Provided records =
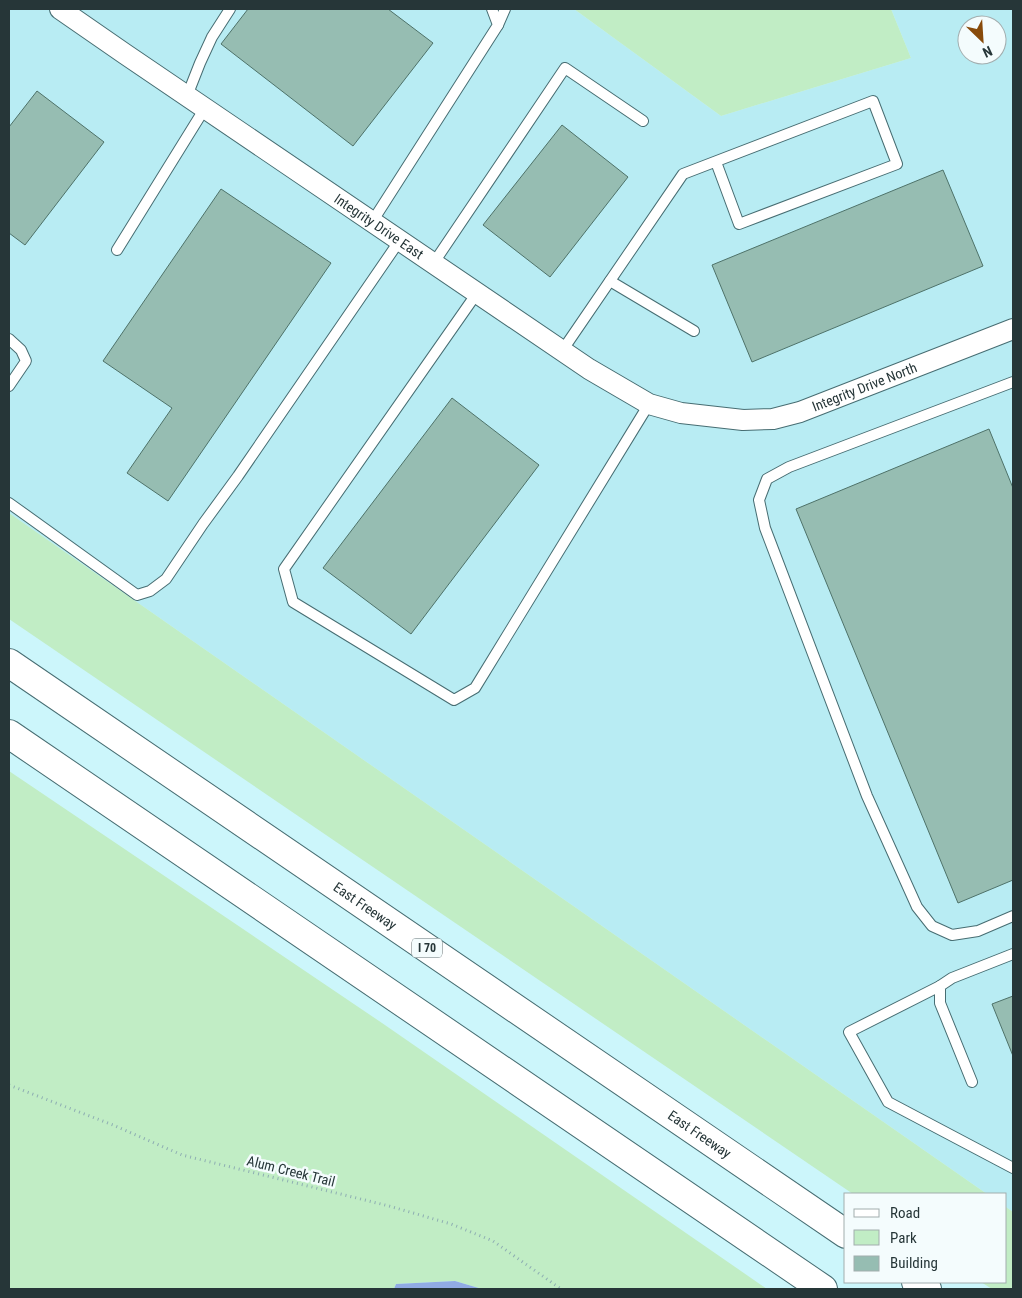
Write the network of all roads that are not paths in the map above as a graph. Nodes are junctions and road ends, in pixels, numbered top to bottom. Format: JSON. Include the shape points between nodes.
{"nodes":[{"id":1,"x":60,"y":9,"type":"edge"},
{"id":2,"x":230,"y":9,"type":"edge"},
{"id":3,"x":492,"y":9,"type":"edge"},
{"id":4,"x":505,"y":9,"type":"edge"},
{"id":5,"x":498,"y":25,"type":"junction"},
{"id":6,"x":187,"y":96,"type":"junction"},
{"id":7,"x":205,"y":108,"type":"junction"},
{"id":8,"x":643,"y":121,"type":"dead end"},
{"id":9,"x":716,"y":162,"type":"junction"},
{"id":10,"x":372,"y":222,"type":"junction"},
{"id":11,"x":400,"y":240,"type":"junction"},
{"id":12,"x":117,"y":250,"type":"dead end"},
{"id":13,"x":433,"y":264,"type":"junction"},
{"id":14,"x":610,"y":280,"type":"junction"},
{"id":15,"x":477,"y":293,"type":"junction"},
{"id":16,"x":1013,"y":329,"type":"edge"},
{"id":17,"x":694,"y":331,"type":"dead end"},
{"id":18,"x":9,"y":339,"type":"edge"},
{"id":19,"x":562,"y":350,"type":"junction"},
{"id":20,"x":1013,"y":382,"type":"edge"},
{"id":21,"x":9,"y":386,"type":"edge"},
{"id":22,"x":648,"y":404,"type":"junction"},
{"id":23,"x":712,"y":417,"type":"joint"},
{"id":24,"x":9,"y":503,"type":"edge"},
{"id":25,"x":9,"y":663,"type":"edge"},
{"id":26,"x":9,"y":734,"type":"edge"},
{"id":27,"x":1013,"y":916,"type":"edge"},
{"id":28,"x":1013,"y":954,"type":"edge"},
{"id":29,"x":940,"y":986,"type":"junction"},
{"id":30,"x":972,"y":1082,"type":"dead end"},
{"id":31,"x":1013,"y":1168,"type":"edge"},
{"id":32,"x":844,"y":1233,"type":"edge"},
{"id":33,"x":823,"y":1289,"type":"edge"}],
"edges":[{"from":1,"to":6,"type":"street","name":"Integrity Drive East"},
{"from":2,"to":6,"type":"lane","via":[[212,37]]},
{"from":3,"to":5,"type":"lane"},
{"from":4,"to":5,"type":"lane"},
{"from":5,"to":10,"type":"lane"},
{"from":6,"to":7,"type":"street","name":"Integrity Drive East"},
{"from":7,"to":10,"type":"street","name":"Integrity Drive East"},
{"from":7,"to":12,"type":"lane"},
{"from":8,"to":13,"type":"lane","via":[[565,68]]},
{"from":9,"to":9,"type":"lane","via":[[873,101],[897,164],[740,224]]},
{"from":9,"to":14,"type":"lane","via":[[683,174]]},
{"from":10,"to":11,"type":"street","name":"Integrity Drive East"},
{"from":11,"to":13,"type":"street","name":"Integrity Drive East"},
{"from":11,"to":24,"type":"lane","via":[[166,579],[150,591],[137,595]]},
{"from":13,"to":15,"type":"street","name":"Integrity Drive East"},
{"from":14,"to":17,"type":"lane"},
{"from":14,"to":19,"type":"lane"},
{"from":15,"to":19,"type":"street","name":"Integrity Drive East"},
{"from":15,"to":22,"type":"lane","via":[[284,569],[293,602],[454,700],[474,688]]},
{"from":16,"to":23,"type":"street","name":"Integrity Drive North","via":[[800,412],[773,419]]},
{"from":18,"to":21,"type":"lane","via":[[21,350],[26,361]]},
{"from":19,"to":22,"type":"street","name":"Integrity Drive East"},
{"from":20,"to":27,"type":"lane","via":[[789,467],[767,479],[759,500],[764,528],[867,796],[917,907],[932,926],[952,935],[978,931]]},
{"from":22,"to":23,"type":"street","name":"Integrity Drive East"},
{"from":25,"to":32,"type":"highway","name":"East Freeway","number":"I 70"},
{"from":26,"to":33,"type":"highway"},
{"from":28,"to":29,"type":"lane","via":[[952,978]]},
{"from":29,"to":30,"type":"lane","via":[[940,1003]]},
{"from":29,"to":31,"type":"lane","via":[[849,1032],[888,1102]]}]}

...

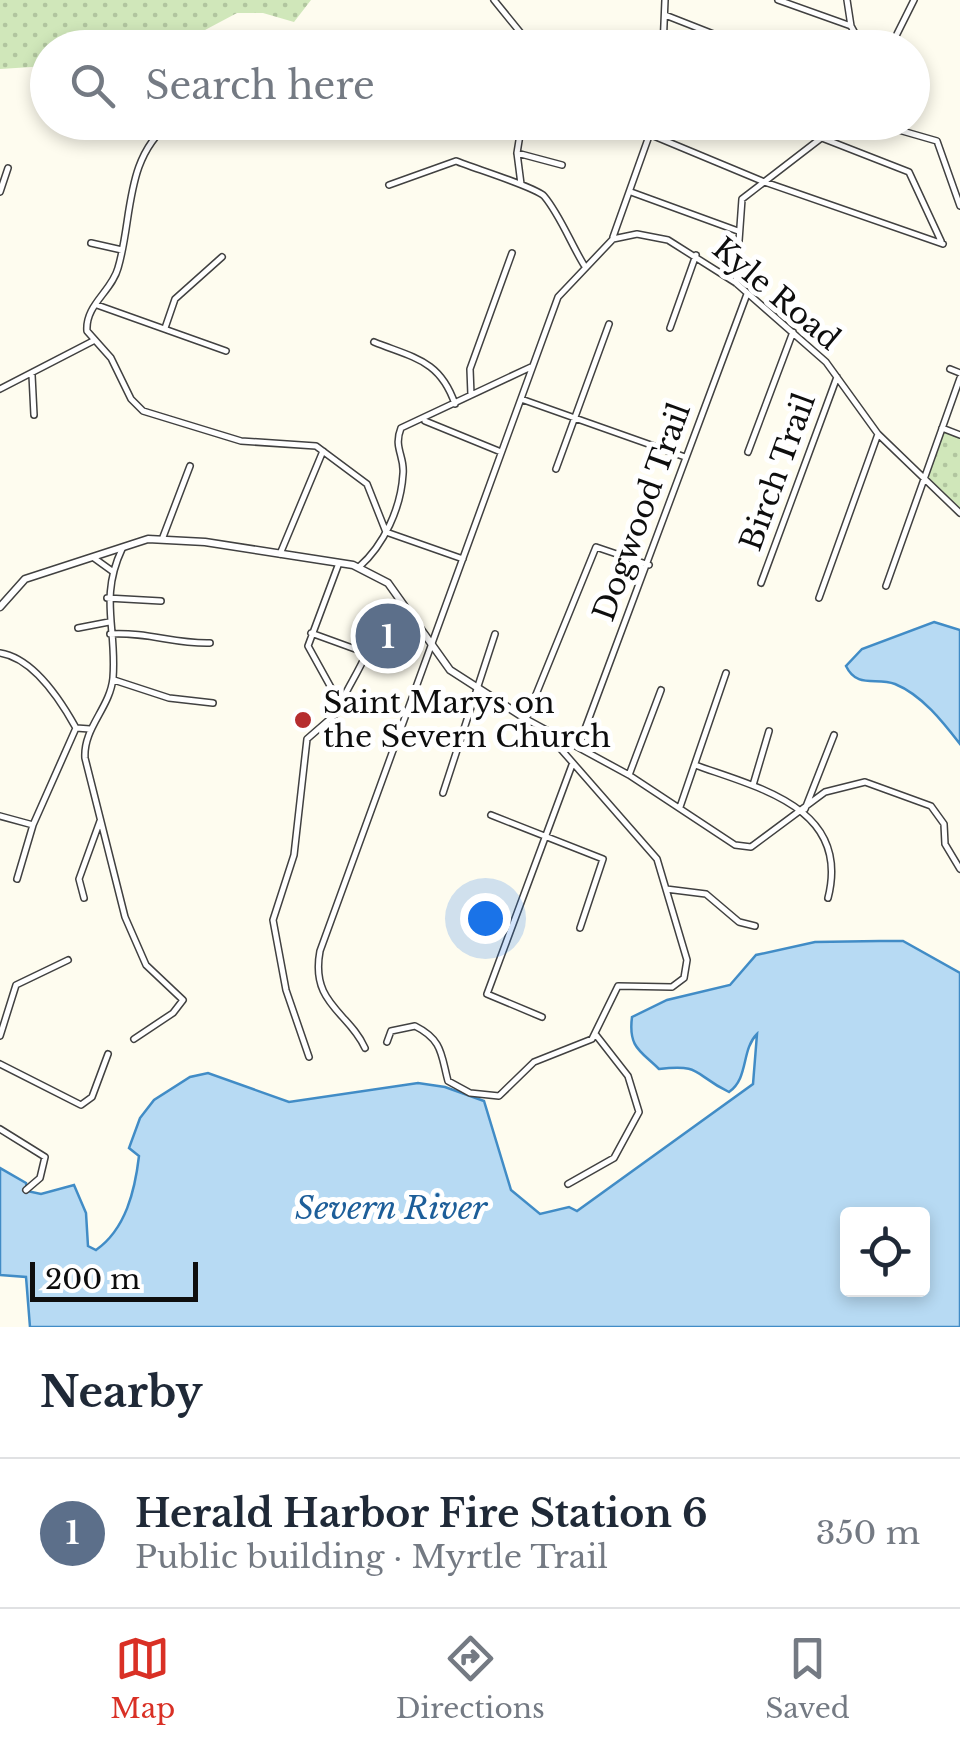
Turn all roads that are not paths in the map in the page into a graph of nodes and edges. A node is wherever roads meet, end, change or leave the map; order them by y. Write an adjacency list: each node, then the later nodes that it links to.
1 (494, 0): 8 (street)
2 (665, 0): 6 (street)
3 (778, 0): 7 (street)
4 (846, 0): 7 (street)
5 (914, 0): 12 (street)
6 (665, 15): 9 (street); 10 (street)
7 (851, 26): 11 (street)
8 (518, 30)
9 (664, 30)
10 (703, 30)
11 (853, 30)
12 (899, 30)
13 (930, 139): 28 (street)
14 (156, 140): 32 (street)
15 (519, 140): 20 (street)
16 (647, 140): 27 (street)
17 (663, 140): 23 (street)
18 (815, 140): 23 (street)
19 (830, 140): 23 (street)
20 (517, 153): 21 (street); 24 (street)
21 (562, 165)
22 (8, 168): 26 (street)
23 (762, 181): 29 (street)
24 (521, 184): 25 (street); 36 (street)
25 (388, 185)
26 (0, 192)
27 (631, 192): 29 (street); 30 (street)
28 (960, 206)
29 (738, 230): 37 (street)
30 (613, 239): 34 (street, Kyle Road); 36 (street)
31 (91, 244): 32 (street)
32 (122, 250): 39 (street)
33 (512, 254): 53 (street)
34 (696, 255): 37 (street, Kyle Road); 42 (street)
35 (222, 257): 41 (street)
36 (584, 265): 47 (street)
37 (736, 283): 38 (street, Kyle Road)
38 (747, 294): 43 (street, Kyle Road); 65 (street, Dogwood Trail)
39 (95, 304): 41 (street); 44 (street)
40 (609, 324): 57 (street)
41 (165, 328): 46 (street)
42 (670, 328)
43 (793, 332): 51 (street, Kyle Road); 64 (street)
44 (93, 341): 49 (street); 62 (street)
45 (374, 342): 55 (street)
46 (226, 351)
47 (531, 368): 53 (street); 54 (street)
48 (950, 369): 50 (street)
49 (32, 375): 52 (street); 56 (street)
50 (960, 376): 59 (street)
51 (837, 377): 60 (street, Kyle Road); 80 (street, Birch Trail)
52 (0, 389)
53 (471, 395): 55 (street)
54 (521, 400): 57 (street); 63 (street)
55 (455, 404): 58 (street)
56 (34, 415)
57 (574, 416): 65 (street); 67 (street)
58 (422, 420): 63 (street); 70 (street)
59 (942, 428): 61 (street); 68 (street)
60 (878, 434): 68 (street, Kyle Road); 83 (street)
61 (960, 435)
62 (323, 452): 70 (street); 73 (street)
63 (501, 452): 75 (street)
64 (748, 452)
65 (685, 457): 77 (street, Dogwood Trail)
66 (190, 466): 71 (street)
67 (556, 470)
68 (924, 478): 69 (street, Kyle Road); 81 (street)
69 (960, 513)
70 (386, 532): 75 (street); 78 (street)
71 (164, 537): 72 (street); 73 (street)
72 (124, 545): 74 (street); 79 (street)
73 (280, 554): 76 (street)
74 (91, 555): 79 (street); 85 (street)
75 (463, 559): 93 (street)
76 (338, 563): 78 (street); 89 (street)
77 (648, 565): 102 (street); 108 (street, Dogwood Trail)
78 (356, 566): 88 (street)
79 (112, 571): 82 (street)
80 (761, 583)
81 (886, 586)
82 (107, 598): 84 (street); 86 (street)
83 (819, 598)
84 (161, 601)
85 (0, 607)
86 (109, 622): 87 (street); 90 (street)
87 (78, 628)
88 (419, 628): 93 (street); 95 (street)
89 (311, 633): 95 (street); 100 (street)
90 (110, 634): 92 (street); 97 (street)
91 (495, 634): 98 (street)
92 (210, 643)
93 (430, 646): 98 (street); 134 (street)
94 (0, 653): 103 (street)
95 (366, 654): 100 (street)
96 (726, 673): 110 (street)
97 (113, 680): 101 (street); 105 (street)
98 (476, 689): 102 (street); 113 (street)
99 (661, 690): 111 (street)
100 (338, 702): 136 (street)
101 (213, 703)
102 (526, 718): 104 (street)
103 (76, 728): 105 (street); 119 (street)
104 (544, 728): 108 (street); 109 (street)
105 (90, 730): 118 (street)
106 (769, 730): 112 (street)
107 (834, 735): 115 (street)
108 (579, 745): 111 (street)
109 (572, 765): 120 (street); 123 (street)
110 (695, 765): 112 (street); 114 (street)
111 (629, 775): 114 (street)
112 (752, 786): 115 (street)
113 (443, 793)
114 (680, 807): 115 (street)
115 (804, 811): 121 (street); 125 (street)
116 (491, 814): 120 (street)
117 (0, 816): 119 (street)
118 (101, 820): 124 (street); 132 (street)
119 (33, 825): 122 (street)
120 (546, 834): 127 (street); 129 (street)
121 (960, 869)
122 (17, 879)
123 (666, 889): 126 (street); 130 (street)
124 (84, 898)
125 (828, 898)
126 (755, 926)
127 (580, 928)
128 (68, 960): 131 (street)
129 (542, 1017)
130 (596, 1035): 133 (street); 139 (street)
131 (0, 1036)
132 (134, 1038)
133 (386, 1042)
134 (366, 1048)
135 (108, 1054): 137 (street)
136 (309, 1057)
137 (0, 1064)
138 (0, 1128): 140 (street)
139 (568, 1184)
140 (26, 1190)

Directions = Copy each line above where "Drive" appears.

Solution for this problem =
"edges":[{"from":1,"to":6,"type":"street","name":"Integrity Drive East"},
{"from":6,"to":7,"type":"street","name":"Integrity Drive East"},
{"from":7,"to":10,"type":"street","name":"Integrity Drive East"},
{"from":10,"to":11,"type":"street","name":"Integrity Drive East"},
{"from":11,"to":13,"type":"street","name":"Integrity Drive East"},
{"from":13,"to":15,"type":"street","name":"Integrity Drive East"},
{"from":15,"to":19,"type":"street","name":"Integrity Drive East"},
{"from":16,"to":23,"type":"street","name":"Integrity Drive North","via":[[800,412],[773,419]]},
{"from":19,"to":22,"type":"street","name":"Integrity Drive East"},
{"from":22,"to":23,"type":"street","name":"Integrity Drive East"},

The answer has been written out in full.